Tite fica com a Seleção até 2022

Tite renovou o seu contrato com a Seleção Brasileira até a Copa do Mundo de 2022 no Catar. Era óbvio que, para a Seleção, era a coisa certa a fazer, mas o torcedor espera que o Tite tenha aprendido com seus vários erros cometidos até agora.

Como foi até agora

O começo de Tite no comando da Seleção foi incrível. Vitória atrás de vitória, com resultados maiúsculos contra adversários complicados, como contra a Argentina, Uruguai, Colômbia e Equador.

O Brasil jogava bem e vencia com autoridade, sem passar muitos sustos. Realmente parecia que a Seleção venceria qualquer adversário (talvez naqueles primeiros meses teria vencido mesmo).

Mas aí os primeiros sinais preocupantes começaram a aparecer. Eu escrevi aqui no ano passado que os “caras de confiança” do Tite começavam a preocupar, e que o caminho era muito parecido com o de Dunga em 2010 – coincidentemente, o Brasil caiu nas quartas de final por 2×1 nas duas ocasiões.

O Tite insistia em Renato Augusto, mesmo jogando mal (começou bem, mas não demorou para cair de produção) … o mesmo vale para o Paulinho. Desperdiçou inúmeras convocações com jogadores como Rodrigo Caio, Giuliano, Gil, Diego Tardelli, Diego Souza e outros, quando poderia ter testado Fabinho, Mariano, Jemerson, Richarlison, Rafinha, Malcom, Luan, David Neres, Arthur, e outros.

Ele insistiu tanto em Taison que até o levou para a Rússia, mas como era esperado, o atacante do Shakhtar não jogou um minuto sequer. Um desperdício.

Insistiu também em Fagner (obviamente porque foi seu jogador no Corinthians). Muitos vão defender o lateral, dizendo que fez uma Copa muito boa.

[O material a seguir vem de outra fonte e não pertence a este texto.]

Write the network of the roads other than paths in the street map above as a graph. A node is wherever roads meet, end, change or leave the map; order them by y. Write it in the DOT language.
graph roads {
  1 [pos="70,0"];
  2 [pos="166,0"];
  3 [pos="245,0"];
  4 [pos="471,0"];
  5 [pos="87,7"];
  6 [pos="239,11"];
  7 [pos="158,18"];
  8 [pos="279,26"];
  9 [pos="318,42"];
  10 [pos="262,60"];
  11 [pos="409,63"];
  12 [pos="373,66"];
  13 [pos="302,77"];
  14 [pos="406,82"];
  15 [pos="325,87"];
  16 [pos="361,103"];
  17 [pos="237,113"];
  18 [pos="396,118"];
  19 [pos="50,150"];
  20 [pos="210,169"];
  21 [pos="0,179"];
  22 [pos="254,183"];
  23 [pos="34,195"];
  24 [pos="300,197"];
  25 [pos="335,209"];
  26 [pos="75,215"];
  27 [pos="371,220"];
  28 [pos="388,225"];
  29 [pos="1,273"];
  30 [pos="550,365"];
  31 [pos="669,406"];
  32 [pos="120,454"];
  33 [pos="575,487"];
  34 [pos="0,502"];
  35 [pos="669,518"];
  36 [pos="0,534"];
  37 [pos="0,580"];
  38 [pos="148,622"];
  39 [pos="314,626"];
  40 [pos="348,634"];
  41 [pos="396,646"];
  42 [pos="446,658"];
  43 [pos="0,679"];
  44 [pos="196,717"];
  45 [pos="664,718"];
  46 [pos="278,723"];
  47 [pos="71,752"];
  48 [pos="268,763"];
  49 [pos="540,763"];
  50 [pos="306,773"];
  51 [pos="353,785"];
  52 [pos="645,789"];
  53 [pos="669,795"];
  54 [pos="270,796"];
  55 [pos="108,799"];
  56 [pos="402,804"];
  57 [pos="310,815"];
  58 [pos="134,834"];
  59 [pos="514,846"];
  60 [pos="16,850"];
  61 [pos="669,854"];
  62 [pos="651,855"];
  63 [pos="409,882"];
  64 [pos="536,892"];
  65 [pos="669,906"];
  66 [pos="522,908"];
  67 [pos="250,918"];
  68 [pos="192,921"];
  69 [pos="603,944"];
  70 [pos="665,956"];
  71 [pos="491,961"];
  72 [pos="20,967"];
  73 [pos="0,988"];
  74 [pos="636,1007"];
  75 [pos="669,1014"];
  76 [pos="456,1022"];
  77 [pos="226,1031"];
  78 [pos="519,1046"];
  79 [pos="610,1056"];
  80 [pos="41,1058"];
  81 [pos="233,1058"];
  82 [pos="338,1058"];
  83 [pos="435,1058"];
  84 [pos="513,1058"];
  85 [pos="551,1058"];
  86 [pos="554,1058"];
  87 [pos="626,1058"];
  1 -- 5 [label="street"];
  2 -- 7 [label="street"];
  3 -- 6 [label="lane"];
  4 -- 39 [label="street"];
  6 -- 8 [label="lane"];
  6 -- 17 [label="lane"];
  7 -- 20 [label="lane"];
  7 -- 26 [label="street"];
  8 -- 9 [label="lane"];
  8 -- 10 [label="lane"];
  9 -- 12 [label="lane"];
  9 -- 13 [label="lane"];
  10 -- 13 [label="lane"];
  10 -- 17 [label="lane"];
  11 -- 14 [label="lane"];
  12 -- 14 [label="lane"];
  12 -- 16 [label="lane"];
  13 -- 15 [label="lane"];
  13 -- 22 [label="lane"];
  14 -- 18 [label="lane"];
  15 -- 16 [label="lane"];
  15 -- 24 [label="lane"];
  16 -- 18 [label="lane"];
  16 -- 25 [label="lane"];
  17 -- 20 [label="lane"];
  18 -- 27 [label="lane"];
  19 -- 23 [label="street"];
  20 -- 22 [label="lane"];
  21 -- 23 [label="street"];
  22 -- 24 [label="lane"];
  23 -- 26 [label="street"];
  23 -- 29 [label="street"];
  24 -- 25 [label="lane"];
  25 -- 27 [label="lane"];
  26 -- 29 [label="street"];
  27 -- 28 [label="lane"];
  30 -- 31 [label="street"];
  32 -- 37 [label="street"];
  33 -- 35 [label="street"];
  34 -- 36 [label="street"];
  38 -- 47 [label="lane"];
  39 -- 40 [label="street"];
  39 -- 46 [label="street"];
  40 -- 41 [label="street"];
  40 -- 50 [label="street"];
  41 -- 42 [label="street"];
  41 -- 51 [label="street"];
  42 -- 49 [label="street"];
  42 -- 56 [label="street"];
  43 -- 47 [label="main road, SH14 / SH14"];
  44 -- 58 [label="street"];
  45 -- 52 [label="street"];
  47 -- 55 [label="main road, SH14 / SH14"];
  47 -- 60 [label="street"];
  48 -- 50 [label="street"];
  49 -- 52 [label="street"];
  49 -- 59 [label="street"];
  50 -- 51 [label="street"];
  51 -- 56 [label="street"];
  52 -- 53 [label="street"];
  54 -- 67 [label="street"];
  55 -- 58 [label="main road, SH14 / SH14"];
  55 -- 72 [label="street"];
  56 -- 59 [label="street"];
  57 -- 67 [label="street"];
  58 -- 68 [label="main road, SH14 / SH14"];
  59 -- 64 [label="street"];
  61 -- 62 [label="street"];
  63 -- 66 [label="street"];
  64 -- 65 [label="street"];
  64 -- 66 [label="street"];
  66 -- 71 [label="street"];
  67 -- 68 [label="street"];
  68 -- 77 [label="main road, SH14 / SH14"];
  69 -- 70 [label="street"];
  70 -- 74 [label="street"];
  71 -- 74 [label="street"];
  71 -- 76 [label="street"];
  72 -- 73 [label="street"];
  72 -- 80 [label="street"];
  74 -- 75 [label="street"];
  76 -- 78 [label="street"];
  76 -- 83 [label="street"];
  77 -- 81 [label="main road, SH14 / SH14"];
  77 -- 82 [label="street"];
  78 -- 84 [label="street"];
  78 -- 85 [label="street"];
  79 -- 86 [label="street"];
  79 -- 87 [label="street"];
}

Ele jogou bem para o que pode ser esperado dele, mas o melhor do Fagner não compara com o melhor do Fabinho, ou do Rafinha. O Fagner não comprometeu, mas não agregou nada também.

Aí veio a Copa do Mundo (clique aqui e confira a matéria completa sobre o balanço do seu trabalho para a Copa), e a teimosia do Tite foi assustadora. A insistência com Gabriel Jesus e Paulinho beirou a insanidade, e foi uma das causas diretas para a desclassificação do Brasil na Copa. O fato do Willian ter jogado tanto provavelmente teve a ver com o fato do seu substituto ser o Taison (falamos acima do desperdício que foi levar o Taison).

Foi um começo muito bom, com um final muito ruim. Mas e agora?

Como será a partir de agora

É claro que o mais importante é que o Tite tenha aprendido com todos esses erros cometidos até o momento. Um treinador não pode se fechar com um grupo e não se abrir para novas oportunidades. Futebol depende muito do momento do jogador, e um treinador tem a obrigação de se abrir para jogadores que passam por um momento positivo, e ser capaz de cortar jogadores que vivem um momento muito ruim.

O treinador sempre falou em meritocracia, mas não fez o que dizia, e isso ficou claro logo que assumiu a Seleção … com o Alisson. Muitos podem não lembrar, mas o Alisson é titular absoluto do Tite desde que ele assumiu, sendo que era reserva na Roma.

Como um goleiro faz por merecer ser titular da Seleção Brasileira quando ele é reserva na Roma? Ainda mais quando já tinha o Ederson jogando muito pelo Benfica e o Diego Alves indo muito bem pelo Valencia. Tudo bem que ele se firmou e quando a Copa chegou ele merecia mesmo ser titular, mas ficou quase um ano jogando mais pela Seleção do que pelo seu clube.

Quando um jogador está bem no seu clube, como eram os casos de Fabinho pelo Monaco (agora no Liverpool) ou de Malcom pelo Bordeaux (agora no Barcelona), por exemplo, eles precisam pelo menos ser testados. Mas, ao invés de fazer isso, o Tite preferia testar jogadores como Diego Tardelli (que joga na China). Inexplicável.

Ele chamava muitos jogadores baseado no futebol que apresentavam aqui no Brasil, enquanto ele era treinador do Corinthians … jogadores que ele admirava naqueles tempos: o próprio Diego Tardelli, o Giuliano, o Taison, os jogadores que eram do seu Corinthians. Ele precisa aprender com isso e não repetir esses erros.

Na minha opinião, se o Tite for um pouco mais ousado, testar variações táticas, e for capaz de abrir a sua cabeça para testar novos jogadores que vivem um bom momento (e não que viveram um bom momento), a sua Seleção tem tudo para jogar um belo futebol e voltar a vencer um título importante (última Copa do Mundo foi em 2002 e a última Copa América foi em 2007).